= Brushfield spots =

Spots in the iris of the human eye

The Brushfield spots are the spots between the inner and outer red circles.

Brushfield spots are small, white or greyish/brown spots on the periphery of the iris in the human eye due to aggregation of connective tissue, a normal constituent of the iris stroma. The spots are named after the physician Thomas Brushfield, who first described them in his 1924 M.D. thesis.

Brushfield spots are a characteristic feature of the chromosomal condition Down syndrome or trisomy 21. They occur in 35–78% of newborn infants with Down syndrome. Brushfield spots tend to be obscured by pigmentation of the anterior border layer of the iris in patients with darker irides. Hence, they are much more likely to be observed in children with lightly pigmented eyes.

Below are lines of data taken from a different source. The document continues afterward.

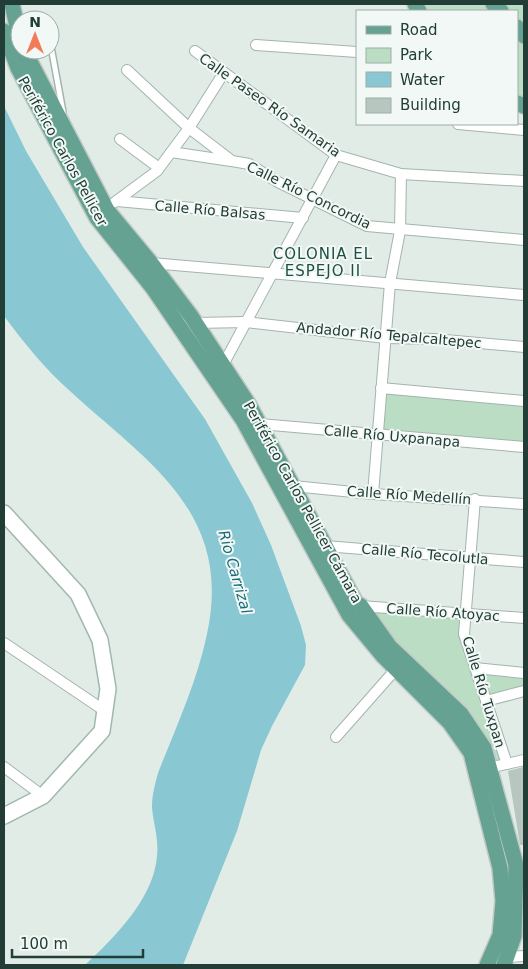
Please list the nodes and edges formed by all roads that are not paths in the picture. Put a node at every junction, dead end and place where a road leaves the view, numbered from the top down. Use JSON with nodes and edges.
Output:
{"nodes":[{"id":1,"x":256,"y":45,"type":"dead end"},
{"id":2,"x":195,"y":51,"type":"dead end"},
{"id":3,"x":356,"y":52,"type":"edge"},
{"id":4,"x":17,"y":60,"type":"edge"},
{"id":5,"x":29,"y":60,"type":"edge"},
{"id":6,"x":54,"y":60,"type":"edge"},
{"id":7,"x":127,"y":70,"type":"dead end"},
{"id":8,"x":223,"y":74,"type":"junction"},
{"id":9,"x":474,"y":125,"type":"edge"},
{"id":10,"x":189,"y":128,"type":"junction"},
{"id":11,"x":524,"y":130,"type":"edge"},
{"id":12,"x":67,"y":133,"type":"junction"},
{"id":13,"x":120,"y":139,"type":"dead end"},
{"id":14,"x":171,"y":152,"type":"junction"},
{"id":15,"x":336,"y":156,"type":"junction"},
{"id":16,"x":232,"y":161,"type":"junction"},
{"id":17,"x":159,"y":168,"type":"junction"},
{"id":18,"x":401,"y":174,"type":"junction"},
{"id":19,"x":524,"y":181,"type":"edge"},
{"id":20,"x":313,"y":199,"type":"junction"},
{"id":21,"x":112,"y":205,"type":"junction"},
{"id":22,"x":302,"y":218,"type":"junction"},
{"id":23,"x":400,"y":231,"type":"junction"},
{"id":24,"x":524,"y":240,"type":"edge"},
{"id":25,"x":151,"y":263,"type":"junction"},
{"id":26,"x":272,"y":272,"type":"junction"},
{"id":27,"x":390,"y":283,"type":"junction"},
{"id":28,"x":153,"y":288,"type":"joint"},
{"id":29,"x":524,"y":295,"type":"edge"},
{"id":30,"x":246,"y":322,"type":"junction"},
{"id":31,"x":195,"y":323,"type":"junction"},
{"id":32,"x":386,"y":338,"type":"junction"},
{"id":33,"x":524,"y":347,"type":"edge"},
{"id":34,"x":223,"y":365,"type":"junction"},
{"id":35,"x":381,"y":388,"type":"junction"},
{"id":36,"x":524,"y":401,"type":"edge"},
{"id":37,"x":260,"y":424,"type":"junction"},
{"id":38,"x":376,"y":434,"type":"junction"},
{"id":39,"x":524,"y":447,"type":"edge"},
{"id":40,"x":294,"y":486,"type":"junction"},
{"id":41,"x":373,"y":494,"type":"junction"},
{"id":42,"x":474,"y":499,"type":"junction"},
{"id":43,"x":524,"y":504,"type":"edge"},
{"id":44,"x":4,"y":513,"type":"edge"},
{"id":45,"x":325,"y":546,"type":"junction"},
{"id":46,"x":471,"y":558,"type":"junction"},
{"id":47,"x":524,"y":562,"type":"edge"},
{"id":48,"x":361,"y":606,"type":"junction"},
{"id":49,"x":466,"y":614,"type":"junction"},
{"id":50,"x":524,"y":618,"type":"edge"},
{"id":51,"x":4,"y":643,"type":"edge"},
{"id":52,"x":475,"y":668,"type":"junction"},
{"id":53,"x":396,"y":669,"type":"junction"},
{"id":54,"x":524,"y":673,"type":"edge"},
{"id":55,"x":524,"y":691,"type":"edge"},
{"id":56,"x":486,"y":701,"type":"junction"},
{"id":57,"x":105,"y":711,"type":"junction"},
{"id":58,"x":336,"y":737,"type":"dead end"},
{"id":59,"x":524,"y":760,"type":"edge"},
{"id":60,"x":507,"y":764,"type":"junction"},
{"id":61,"x":4,"y":767,"type":"edge"},
{"id":62,"x":483,"y":769,"type":"junction"},
{"id":63,"x":43,"y":796,"type":"junction"},
{"id":64,"x":4,"y":816,"type":"edge"},
{"id":65,"x":520,"y":891,"type":"edge"},
{"id":66,"x":524,"y":956,"type":"edge"},
{"id":67,"x":505,"y":961,"type":"edge"},
{"id":68,"x":487,"y":965,"type":"edge"}],
"edges":[{"from":1,"to":3,"type":"street"},
{"from":2,"to":8,"type":"street","name":"Calle Paseo Río Samaria"},
{"from":4,"to":28,"type":"main road","name":"Periférico Carlos Pellicer"},
{"from":5,"to":12,"type":"main road","name":"Periférico Carlos Pellicer Cámara"},
{"from":6,"to":12,"type":"lane"},
{"from":7,"to":10,"type":"street","name":"Calle Río Concordia"},
{"from":8,"to":10,"type":"street"},
{"from":8,"to":15,"type":"street","name":"Calle Paseo Río Samaria"},
{"from":9,"to":11,"type":"street"},
{"from":10,"to":14,"type":"street"},
{"from":10,"to":16,"type":"street","name":"Calle Río Concordia"},
{"from":12,"to":21,"type":"main road","name":"Periférico Carlos Pellicer Cámara"},
{"from":13,"to":17,"type":"street"},
{"from":14,"to":16,"type":"street"},
{"from":14,"to":17,"type":"street"},
{"from":15,"to":18,"type":"street","name":"Calle Paseo Río Samaria"},
{"from":15,"to":20,"type":"street"},
{"from":16,"to":20,"type":"street","name":"Calle Río Concordia"},
{"from":17,"to":21,"type":"street"},
{"from":18,"to":19,"type":"street","name":"Calle Paseo Río Samaria"},
{"from":18,"to":23,"type":"street"},
{"from":20,"to":22,"type":"street"},
{"from":20,"to":23,"type":"street","name":"Calle Río Concordia"},
{"from":21,"to":22,"type":"street","name":"Calle Río Balsas"},
{"from":21,"to":25,"type":"main road","name":"Periférico Carlos Pellicer Cámara"},
{"from":22,"to":26,"type":"street"},
{"from":23,"to":24,"type":"street","name":"Calle Río Concordia"},
{"from":23,"to":27,"type":"street"},
{"from":25,"to":26,"type":"street"},
{"from":25,"to":31,"type":"main road","name":"Periférico Carlos Pellicer Cámara"},
{"from":26,"to":27,"type":"street"},
{"from":26,"to":30,"type":"street"},
{"from":27,"to":29,"type":"street"},
{"from":27,"to":32,"type":"street"},
{"from":28,"to":53,"type":"main road","name":"Periférico Carlos Pellicer Cámara"},
{"from":30,"to":31,"type":"street","name":"Andador Río Tepalcaltepec"},
{"from":30,"to":32,"type":"street","name":"Andador Río Tepalcaltepec"},
{"from":30,"to":34,"type":"street"},
{"from":31,"to":34,"type":"main road","name":"Periférico Carlos Pellicer Cámara"},
{"from":32,"to":33,"type":"street","name":"Andador Río Tepalcaltepec"},
{"from":32,"to":35,"type":"street"},
{"from":34,"to":37,"type":"main road","name":"Periférico Carlos Pellicer Cámara"},
{"from":35,"to":36,"type":"street"},
{"from":35,"to":38,"type":"street"},
{"from":37,"to":38,"type":"street","name":"Calle Río Uxpanapa"},
{"from":37,"to":40,"type":"main road","name":"Periférico Carlos Pellicer Cámara"},
{"from":38,"to":39,"type":"street","name":"Calle Río Uxpanapa"},
{"from":38,"to":41,"type":"street"},
{"from":40,"to":41,"type":"street","name":"Calle Río Medellín"},
{"from":40,"to":45,"type":"main road","name":"Periférico Carlos Pellicer Cámara"},
{"from":41,"to":42,"type":"street","name":"Calle Río Medellín"},
{"from":42,"to":43,"type":"street","name":"Calle Río Medellín"},
{"from":42,"to":46,"type":"street","name":"Calle Río Tuxpan"},
{"from":44,"to":57,"type":"main road"},
{"from":45,"to":46,"type":"street","name":"Calle Río Tecolutla"},
{"from":45,"to":48,"type":"main road","name":"Periférico Carlos Pellicer Cámara"},
{"from":46,"to":47,"type":"street","name":"Calle Río Tecolutla"},
{"from":46,"to":49,"type":"street","name":"Calle Río Tuxpan"},
{"from":48,"to":49,"type":"street","name":"Calle Río Atoyac"},
{"from":48,"to":62,"type":"main road","name":"Periférico Carlos Pellicer Cámara"},
{"from":49,"to":50,"type":"street","name":"Calle Río Atoyac"},
{"from":49,"to":52,"type":"street","name":"Calle Río Tuxpan"},
{"from":51,"to":57,"type":"street"},
{"from":52,"to":54,"type":"street"},
{"from":52,"to":56,"type":"street","name":"Calle Río Tuxpan"},
{"from":53,"to":58,"type":"street"},
{"from":53,"to":62,"type":"main road","name":"Periférico Carlos Pellicer Cámara"},
{"from":55,"to":56,"type":"street"},
{"from":56,"to":60,"type":"street","name":"Calle Río Tuxpan"},
{"from":57,"to":63,"type":"main road"},
{"from":59,"to":60,"type":"street"},
{"from":60,"to":62,"type":"street"},
{"from":61,"to":63,"type":"street"},
{"from":62,"to":65,"type":"main road","name":"Periférico Carlos Pellicer Cámara"},
{"from":62,"to":68,"type":"main road","name":"Periférico Carlos Pellicer Cámara"},
{"from":63,"to":64,"type":"main road"},
{"from":65,"to":67,"type":"main road","name":"Periférico Carlos Pellicer Cámara"},
{"from":66,"to":67,"type":"street"}]}
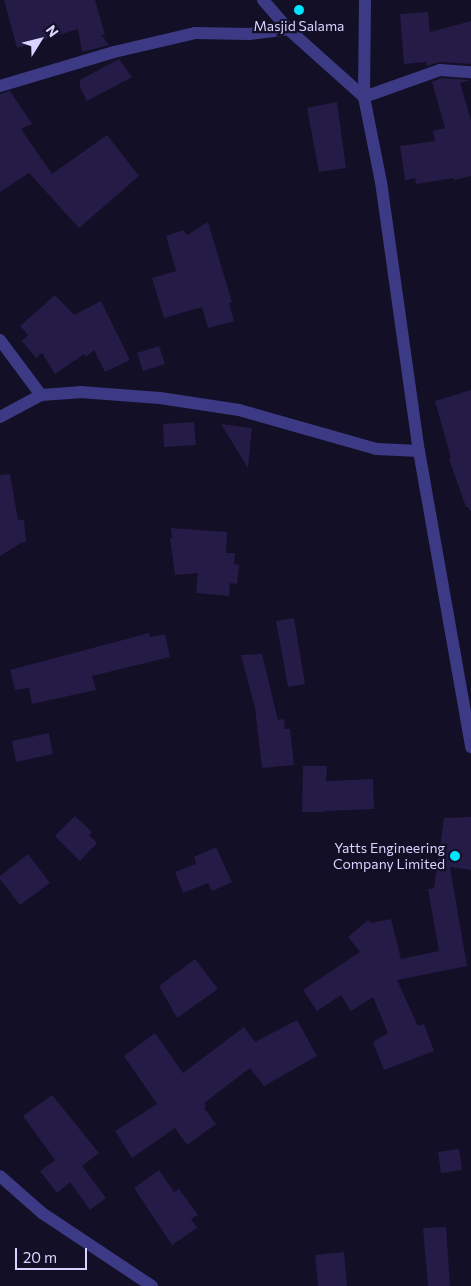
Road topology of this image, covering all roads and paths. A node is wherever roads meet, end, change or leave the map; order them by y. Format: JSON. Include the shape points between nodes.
{"nodes":[{"id":1,"x":263,"y":0,"type":"edge"},
{"id":2,"x":365,"y":0,"type":"edge"},
{"id":3,"x":288,"y":29,"type":"junction"},
{"id":4,"x":471,"y":72,"type":"edge"},
{"id":5,"x":0,"y":86,"type":"edge"},
{"id":6,"x":364,"y":97,"type":"junction"},
{"id":7,"x":0,"y":340,"type":"edge"},
{"id":8,"x":41,"y":395,"type":"junction"},
{"id":9,"x":0,"y":417,"type":"edge"},
{"id":10,"x":418,"y":451,"type":"junction"},
{"id":11,"x":471,"y":747,"type":"edge"},
{"id":12,"x":0,"y":1176,"type":"edge"},
{"id":13,"x":152,"y":1286,"type":"edge"}],
"edges":[{"from":1,"to":3,"type":"street"},
{"from":2,"to":6,"type":"street"},
{"from":3,"to":5,"type":"street","via":[[249,34],[195,33],[114,52]]},
{"from":3,"to":6,"type":"street"},
{"from":4,"to":6,"type":"street","via":[[440,70]]},
{"from":6,"to":10,"type":"street","via":[[381,182]]},
{"from":7,"to":8,"type":"street"},
{"from":8,"to":9,"type":"street"},
{"from":8,"to":10,"type":"street","via":[[80,392],[160,398],[239,410],[376,448]]},
{"from":10,"to":11,"type":"street"},
{"from":12,"to":13,"type":"street","via":[[42,1213]]}]}
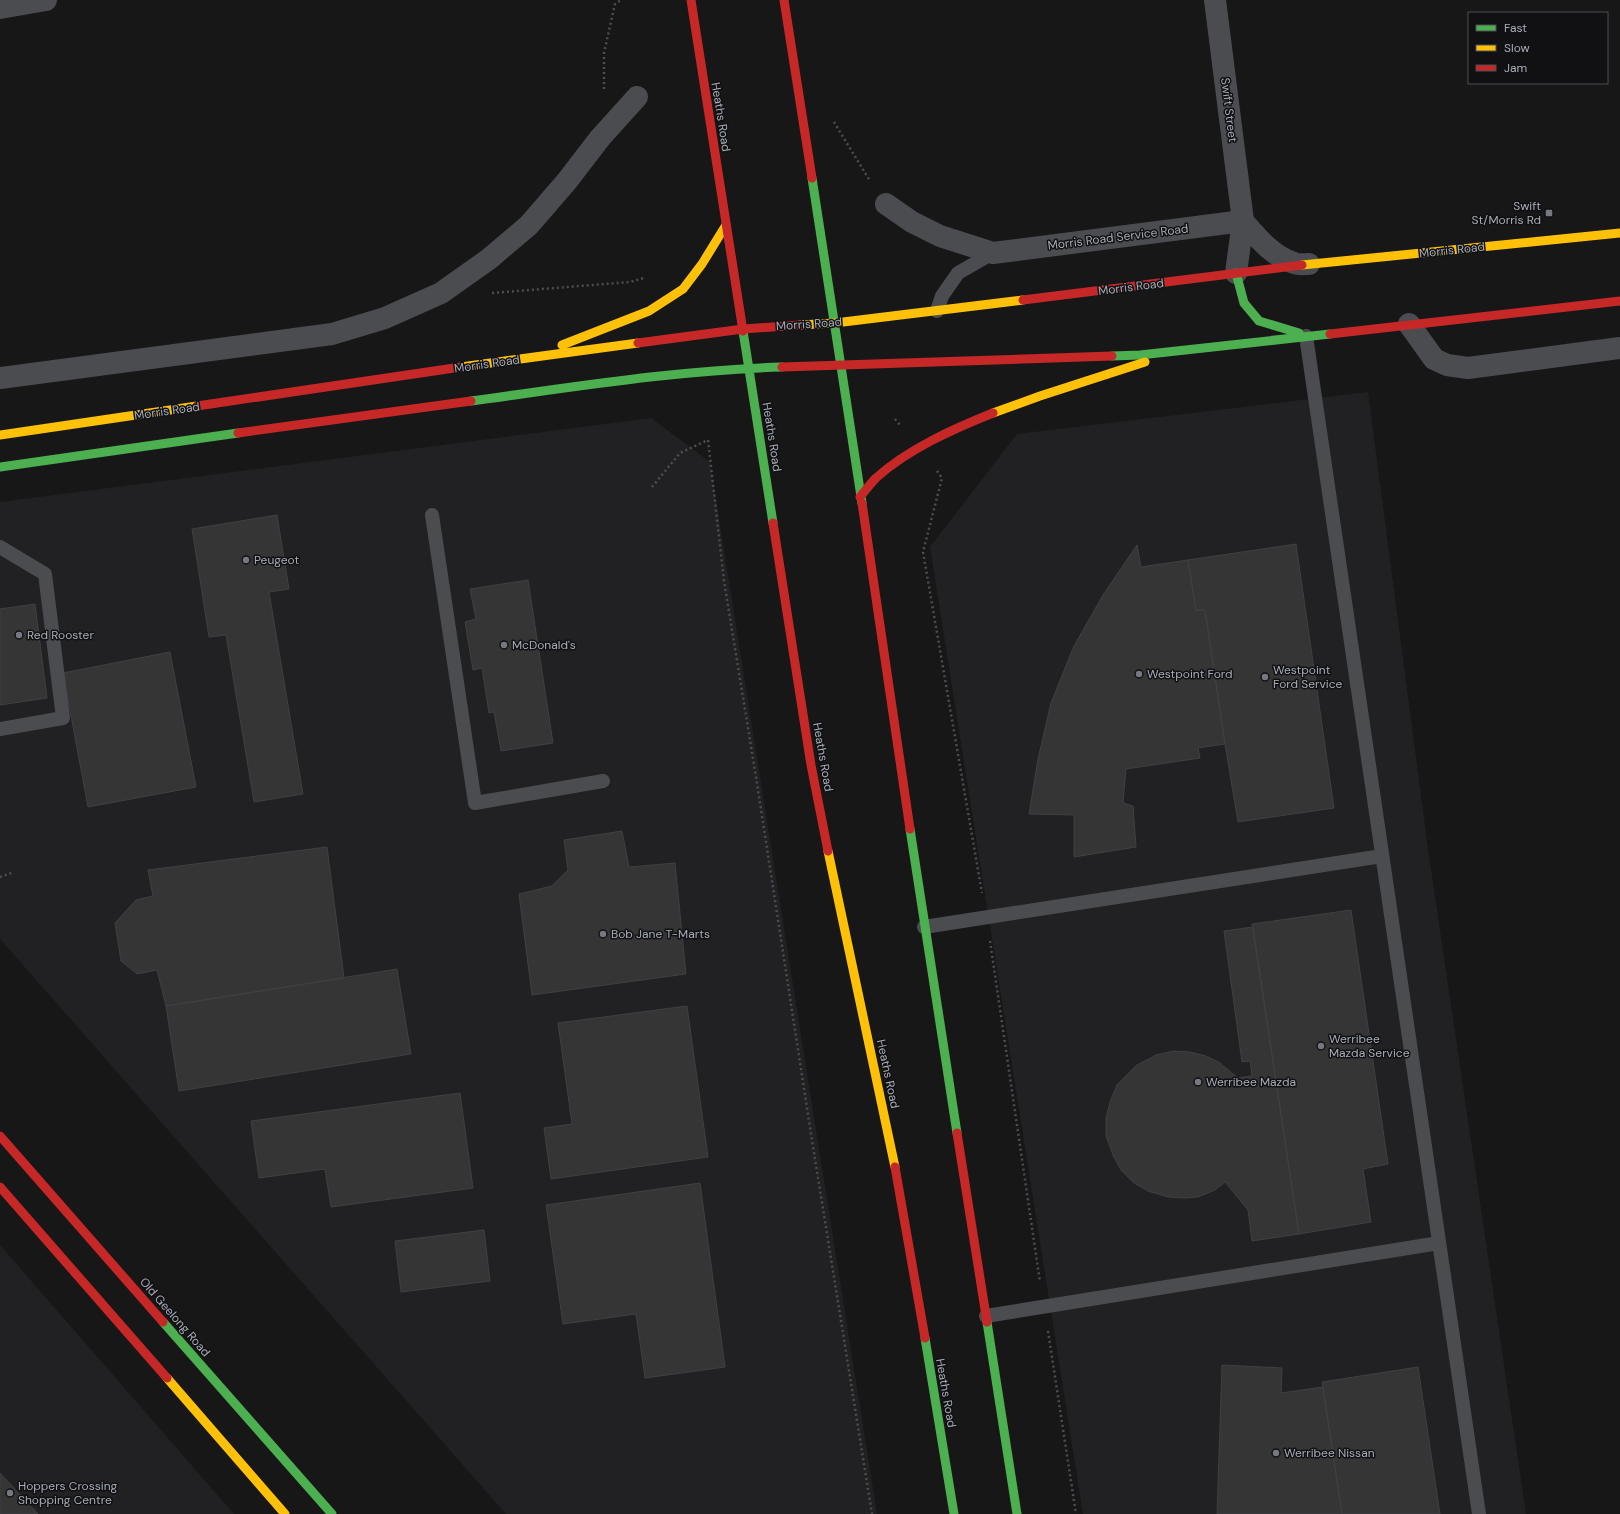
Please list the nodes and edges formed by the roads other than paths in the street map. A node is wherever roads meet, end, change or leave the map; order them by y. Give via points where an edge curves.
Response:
1 (46, 0) edge
2 (691, 0) edge
3 (784, 0) edge
4 (1215, 0) edge
5 (0, 8) edge
6 (637, 98) dead end
7 (886, 204) dead end
8 (1243, 221) junction
9 (726, 226) junction
10 (1620, 233) edge
11 (994, 253) junction
12 (1319, 263) junction
13 (1236, 273) junction
14 (1620, 301) edge
15 (937, 311) junction
16 (835, 323) junction
17 (1409, 324) junction
18 (743, 329) junction
19 (1306, 336) junction
20 (1620, 348) edge
21 (1179, 352) junction
22 (527, 358) junction
23 (841, 366) junction
24 (749, 368) junction
25 (0, 378) edge
26 (0, 435) edge
27 (0, 467) edge
28 (860, 497) junction
29 (432, 515) dead end
30 (0, 547) edge
31 (0, 729) edge
32 (603, 781) dead end
33 (1382, 856) junction
34 (924, 927) junction
35 (0, 1136) edge
36 (0, 1187) edge
37 (1439, 1243) junction
38 (986, 1316) junction
39 (285, 1514) edge
40 (332, 1514) edge
41 (954, 1514) edge
42 (1017, 1514) edge
43 (1479, 1514) edge

1 - 5 street
2 - 9 street, Heaths Road
3 - 16 street
4 - 8 street, Swift Street
6 - 25 street via 606,131 529,225 489,259 441,293 385,318 325,335
7 - 11 street, Morris Road Service Road via 912,222 940,236
8 - 11 street, Morris Road Service Road
8 - 12 street via 1276,255 1295,264
8 - 13 street, Swift Street
9 - 18 street, Heaths Road
9 - 22 street via 702,264 682,289 649,311
10 - 12 street, Morris Road
11 - 15 lane, Morris Road Service Road via 958,273 942,296
12 - 13 street, Morris Road
13 - 15 street, Morris Road
13 - 19 street via 1244,303 1259,321
14 - 17 street
15 - 16 street, Morris Road
16 - 18 street, Morris Road
16 - 23 street
17 - 19 street
17 - 20 street via 1434,359 1447,365 1468,368
18 - 22 street, Morris Road
18 - 24 street, Heaths Road
19 - 21 street
19 - 33 lane
21 - 23 street
21 - 28 street via 1058,390 964,425 897,461 879,475
22 - 26 street, Morris Road
23 - 24 street
23 - 28 street
24 - 27 street via 622,381
24 - 41 street, Heaths Road via 812,772 886,1124
28 - 34 street
29 - 32 lane via 475,803
30 - 31 lane via 45,574 63,718
33 - 34 lane
33 - 37 lane
34 - 38 street
35 - 40 street, Old Geelong Road
36 - 39 street
37 - 38 lane
37 - 43 lane
38 - 42 street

Brushfield spots are more commonly found in people with Down syndrome of European descent than people with Down Syndrome of Asian heritage.

Brushfield spots comprise focal areas of iris stromal hyperplasia, surrounded by relative hypoplasia.

Similar spots described by Krückmann and Wolfflin are found in individuals without Down syndrome. Termed Krückmann-Wolfflin bodies, these spots typically are less well defined, fewer in number and more peripherally located than the Brushfield spots of trisomy 21.